Into the Tall Grass starred today’s version of the middle aged Bette Davis, middle aged Patrick Wilson, who, like Miss Davis,  will star in any horror movie that gives him above the title credits and his own trailer. 

In the film, the characters arrive upon fields of tall grass, eventually tricked by children’s voices into entering to spend eternity lost in time and space endlessly repeating their life’s mistakes until they die, again and again.  I didn’t get lost in the validity of a time/space continuum as I was simply baffled why anyone thought it was normal to grow acres of grass for as far as the eye could see.  Grass isn’t a crop, like the corn is!

For as far as I could see, all the characters (including the dog) got what was coming to them as we all (including Stephen King) know scary children grow in corn, not grass.

Ah the magic of corn!

Early man in Mexico felt the gods created the first man out of mud, but mud man didn’t sing and dance to appease the gods so he was destroyed by rain.  Same goes for man made from wood which lightning was created to burn and destroy them.  Third time was the charm, as man made from corn could sing and dance so he/she (Hershey?) was a keeper!

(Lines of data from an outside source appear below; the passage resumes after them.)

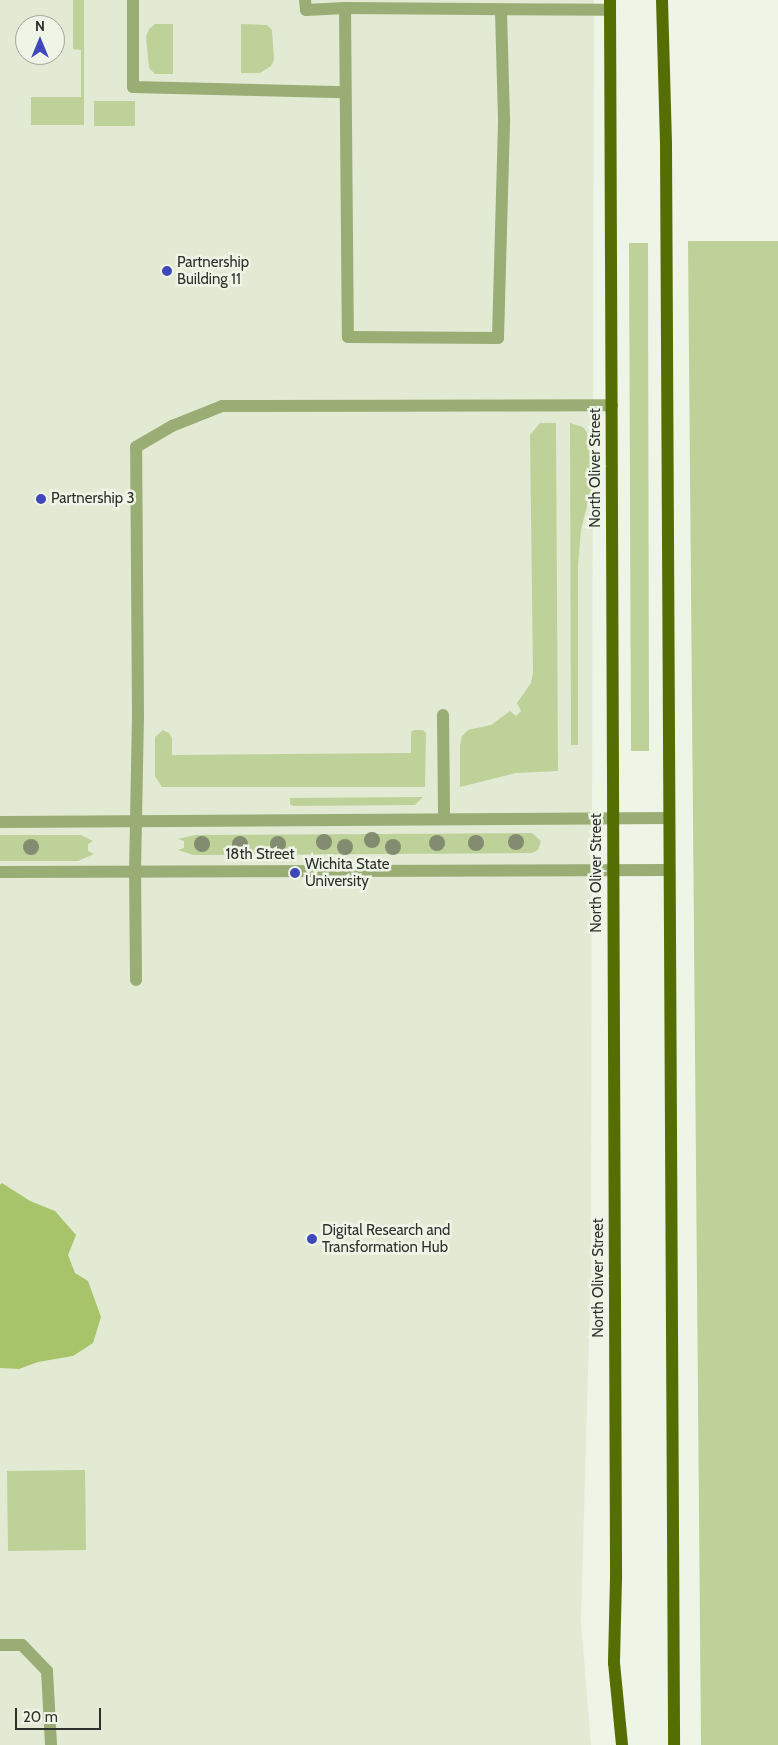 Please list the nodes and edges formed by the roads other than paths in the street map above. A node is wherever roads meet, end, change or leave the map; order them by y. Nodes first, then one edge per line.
1 (133, 0) edge
2 (305, 0) edge
3 (662, 0) edge
4 (610, 5) edge
5 (346, 8) junction
6 (500, 10) junction
7 (345, 92) junction
8 (612, 405) junction
9 (443, 715) dead end
10 (613, 818) junction
11 (669, 818) junction
12 (444, 819) junction
13 (137, 820) junction
14 (0, 822) edge
15 (614, 870) junction
16 (669, 870) junction
17 (0, 872) edge
18 (135, 872) junction
19 (136, 980) dead end
20 (0, 1645) edge
21 (51, 1745) edge
22 (622, 1745) edge
23 (674, 1745) edge

1 - 7 street
2 - 5 street
3 - 11 main road
4 - 6 street
4 - 8 main road, North Oliver Street
5 - 6 street
5 - 7 street
6 - 7 street
8 - 10 main road, North Oliver Street
8 - 13 street
9 - 12 street
10 - 11 street
10 - 12 street
10 - 15 main road, North Oliver Street
11 - 16 main road
12 - 13 street
13 - 14 street
13 - 18 street
15 - 16 street, 18th Street
15 - 18 street, 18th Street
15 - 22 main road, North Oliver Street
16 - 23 main road
17 - 18 street, 18th Street
18 - 19 street
20 - 21 street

That’s why it is illegal for Monsanto to genetically modify corn in Mexico, it is the beginning of life.

Ironically, I was meeting salsa pals that afternoon for a surprise.  Given a corner to be picked up on, I assumed it was my annual surprise birthday party in a new venue.  I was right and, oh, so wrong.

We loaded up the truck and went out to the countryside near the village of Banda.  (For those hooked on GPS, Banda is nearly always misidentified as Panda, like in bear.)  It is a simply lovely site!

As the fairer sex gathered firewood we lads went hunting for corn.  Instead of my misadventure with the under a meter set, I was reminded of how my father’s best pal was a farmer back in Hershey, PA. 

As a little kid, I adored going out to corn fields on weekends with the older, and cooler, teens to pick out corn ripe for the picking.

My salsa dancer pals were surprised I knew how to pick corn.  I had no fears of getting lost as since there is much less summer rain here than Pennsylvania, the corn stalks were few and far between enabling a view for miles.  Stephen King would have no fun here.

For all the times I attended corn field parties where my danzon dance students worked in fields around Comonfort, the corn was always hard as a rock and needed mayonnaise, cheese, limes and anything else you could apply to make it edible.  The corn near Banda was multi-colored and much more succulent.

Despite the tasty corn and having a happier feeling towards agriculture in general, as the sun set I was more than anxious to go back into San Miguel.  Though the logical side of me knew coyotes don’t attack humans in a group drunkenly singing songs, I knew, like being in a field of grass, we’d one by one peel off and get picked off by the children of the corn, or coyotes, along the way!

Suffice to say we were back in San Miguel early.  Why press your luck with the magic of corn?